When I was pastoring things were going along pretty well, my prayer was for our church to come alive in the Spirit! Deeper things, gifts etc…..one day in walks a man that is alive, on fire and very expressive in his ways….very charismatic. He would speak to people, pray over them, pray healing, speak words from the Lord, and in many ways was spot on. He came to me and to my wife saying that he was here and would support us…..with open arms we accepted him into the body. Soon so many following him, holding on to every word he would speak. I was not threatened in any way, I felt he was sent here to help us open up to the gifts of the Holy Spirit. My life changed in many ways…..he spoke over me many times about how great of a pastor I was, what a GREAT man of God I was…..etc etc etc… my future in the kingdom etc…..He would say He knew what God was saying…..He spoke what God told him to say, he could see the heart of men through the Spirit. IF God sent him to us, as many things in this world, when his time was up he stayed on… you know kind of like a revivial when it’s over man tried to keep it going. His time was up and he hung around, clinging to the people who followed and staying clear of those who were concerned.

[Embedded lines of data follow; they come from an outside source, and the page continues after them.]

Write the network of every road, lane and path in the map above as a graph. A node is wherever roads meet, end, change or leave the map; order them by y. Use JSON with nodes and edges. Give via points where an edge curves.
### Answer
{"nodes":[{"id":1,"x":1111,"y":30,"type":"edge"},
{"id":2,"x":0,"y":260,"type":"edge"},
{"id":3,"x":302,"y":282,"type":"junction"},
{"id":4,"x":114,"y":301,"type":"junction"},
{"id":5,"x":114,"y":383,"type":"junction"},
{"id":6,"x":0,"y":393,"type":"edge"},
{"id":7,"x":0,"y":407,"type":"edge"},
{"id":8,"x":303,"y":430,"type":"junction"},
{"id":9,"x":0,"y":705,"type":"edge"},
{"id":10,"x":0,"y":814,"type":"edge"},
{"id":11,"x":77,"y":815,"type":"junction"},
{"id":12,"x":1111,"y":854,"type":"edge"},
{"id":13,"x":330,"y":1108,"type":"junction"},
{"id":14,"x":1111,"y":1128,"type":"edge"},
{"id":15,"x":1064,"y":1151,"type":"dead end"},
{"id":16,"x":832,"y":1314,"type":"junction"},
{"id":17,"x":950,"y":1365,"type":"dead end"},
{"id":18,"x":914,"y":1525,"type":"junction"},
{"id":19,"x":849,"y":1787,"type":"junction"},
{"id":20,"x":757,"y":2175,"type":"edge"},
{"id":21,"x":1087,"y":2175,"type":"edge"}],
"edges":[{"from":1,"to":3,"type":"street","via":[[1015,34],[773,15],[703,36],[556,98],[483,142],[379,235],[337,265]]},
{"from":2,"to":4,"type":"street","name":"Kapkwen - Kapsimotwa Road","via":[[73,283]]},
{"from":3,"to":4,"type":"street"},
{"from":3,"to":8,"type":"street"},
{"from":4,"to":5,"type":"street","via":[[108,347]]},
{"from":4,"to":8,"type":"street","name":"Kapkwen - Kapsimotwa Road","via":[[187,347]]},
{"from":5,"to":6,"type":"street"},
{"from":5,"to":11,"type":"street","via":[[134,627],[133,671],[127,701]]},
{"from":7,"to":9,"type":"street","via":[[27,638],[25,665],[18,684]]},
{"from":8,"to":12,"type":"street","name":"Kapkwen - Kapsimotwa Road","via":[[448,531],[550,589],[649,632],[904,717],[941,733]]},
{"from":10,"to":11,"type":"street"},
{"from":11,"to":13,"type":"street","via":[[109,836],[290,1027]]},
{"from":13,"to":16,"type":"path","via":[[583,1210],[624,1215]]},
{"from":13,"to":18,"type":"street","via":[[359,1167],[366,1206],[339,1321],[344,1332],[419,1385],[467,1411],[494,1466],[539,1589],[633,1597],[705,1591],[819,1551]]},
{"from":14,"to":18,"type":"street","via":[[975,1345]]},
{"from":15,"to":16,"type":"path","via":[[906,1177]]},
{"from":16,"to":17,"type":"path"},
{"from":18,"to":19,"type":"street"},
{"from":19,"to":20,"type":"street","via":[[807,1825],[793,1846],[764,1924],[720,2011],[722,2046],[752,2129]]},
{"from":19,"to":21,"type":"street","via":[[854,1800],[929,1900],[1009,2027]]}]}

HERE IS TRUTH!! IF this man was a “prophet” as he proclaimed, (with no covering, no credentials – self-proclaimed) why did he not see me? Why did he not see the horrific sin I was tangled up in? Why would God send him to me and let me know how pleased God was and my future was SO HUGE in the kingdom? Why didn’t he know? IF he was really who he said he was, God could have sent him to me and probably would have sent him to me to warn me, expose me, whatever and however…..but no it did not happen. I’m pretty sure now if anyone ask him he would say “he knew…….he warned me… blah blah blah” HE DID NOT KNOW < HE DID NOT SEE IT!!!

This is just ONE example of what is taking place out there. Many are innocent and do not know better…. the CHURC IS IMPORATANT!!!! A man is to be tested and then be approved and then ordained. So, I say BEWARE of anyone who is a lone ranger prophet, pastor, evangelist etc…. BEWARE!!! They may lead you astray no matter how strong you think you are.

How do you test a man, how do you test what a man thinks, feels, knows, acts and reacts? It is very difficult but I am convinced that the spouse/family is the key to it all. When we would interview men and women year after year, we NEVER interviewed the spouse until the final interview before ordination and it was not a setting for them to open up and speak if there is something not right…… they know!! Or family members for the matter. I think there should be separate interview that are less intimidating for the spouse all the way through the process. Sometimes the process is over a period of 10 years. I must say that EVERY TIME a pastor has fallen, the spouse knew and hid it for years, knew it before they were ordained. I mean what spouse wants to ruin that for a man or woman? The truth is they probably are hoping and praying that this is the very thing in their life that will being the change that is so desperately needed.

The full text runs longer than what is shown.